BEGIN Dataset entries
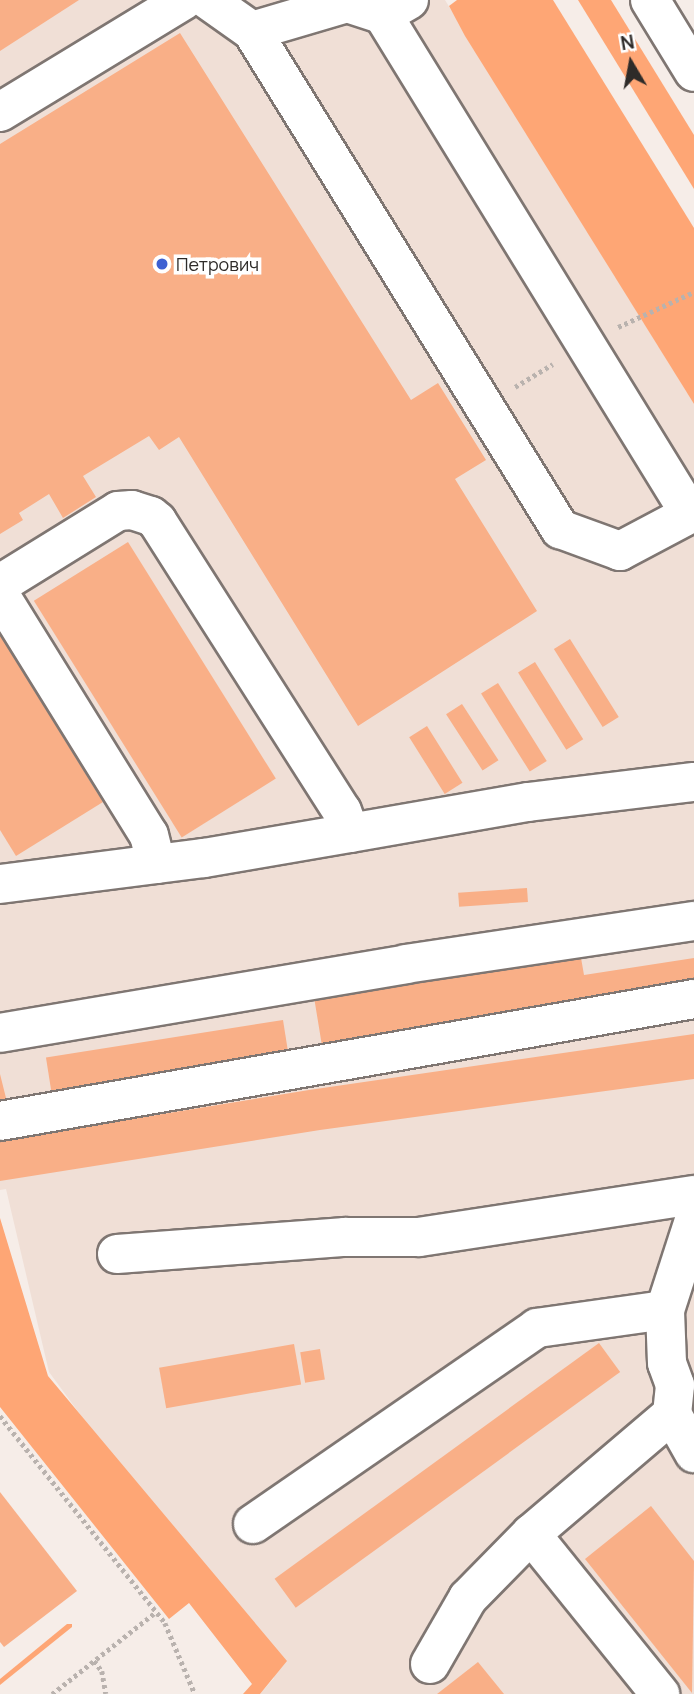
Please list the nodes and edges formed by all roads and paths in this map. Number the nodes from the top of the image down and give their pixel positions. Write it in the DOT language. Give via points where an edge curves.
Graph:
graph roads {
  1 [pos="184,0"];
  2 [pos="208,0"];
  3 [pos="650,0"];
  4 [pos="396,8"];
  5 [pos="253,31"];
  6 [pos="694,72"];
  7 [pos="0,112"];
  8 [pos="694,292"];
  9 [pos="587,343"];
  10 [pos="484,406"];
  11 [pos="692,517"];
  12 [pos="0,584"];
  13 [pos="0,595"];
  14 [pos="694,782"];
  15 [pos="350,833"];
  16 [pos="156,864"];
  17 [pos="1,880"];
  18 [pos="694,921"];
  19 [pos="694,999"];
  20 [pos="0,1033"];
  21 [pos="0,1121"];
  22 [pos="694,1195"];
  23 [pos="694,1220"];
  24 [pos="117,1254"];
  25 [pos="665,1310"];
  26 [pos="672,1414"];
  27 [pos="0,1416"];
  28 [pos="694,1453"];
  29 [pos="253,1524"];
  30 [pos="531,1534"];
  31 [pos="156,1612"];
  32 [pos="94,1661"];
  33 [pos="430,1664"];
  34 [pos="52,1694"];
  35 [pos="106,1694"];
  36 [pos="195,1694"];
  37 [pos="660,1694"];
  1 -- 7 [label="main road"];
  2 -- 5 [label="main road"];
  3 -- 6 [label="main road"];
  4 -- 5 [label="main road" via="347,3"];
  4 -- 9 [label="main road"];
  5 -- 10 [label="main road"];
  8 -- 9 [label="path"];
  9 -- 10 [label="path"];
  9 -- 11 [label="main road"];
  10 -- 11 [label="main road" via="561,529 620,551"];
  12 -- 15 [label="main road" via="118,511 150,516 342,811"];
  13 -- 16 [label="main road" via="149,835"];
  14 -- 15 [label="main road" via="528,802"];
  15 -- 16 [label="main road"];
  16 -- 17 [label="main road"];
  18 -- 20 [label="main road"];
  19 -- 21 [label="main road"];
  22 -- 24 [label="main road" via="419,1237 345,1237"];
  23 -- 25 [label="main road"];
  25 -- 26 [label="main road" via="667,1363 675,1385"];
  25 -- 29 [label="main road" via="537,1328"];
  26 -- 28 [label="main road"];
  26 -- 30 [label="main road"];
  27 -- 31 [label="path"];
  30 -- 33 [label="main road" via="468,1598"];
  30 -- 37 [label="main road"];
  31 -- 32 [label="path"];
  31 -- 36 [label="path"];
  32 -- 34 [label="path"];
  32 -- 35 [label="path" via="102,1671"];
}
END Dataset entries
* Task *
If a line in the records above has the word "roads", copy it out.

* Your solution *
Please list the nodes and edges formed by all roads and paths in this map. Number the nodes from the top of the image down and give their pixel positions. Write it in the DOT language. Give via points where an edge curves.
graph roads {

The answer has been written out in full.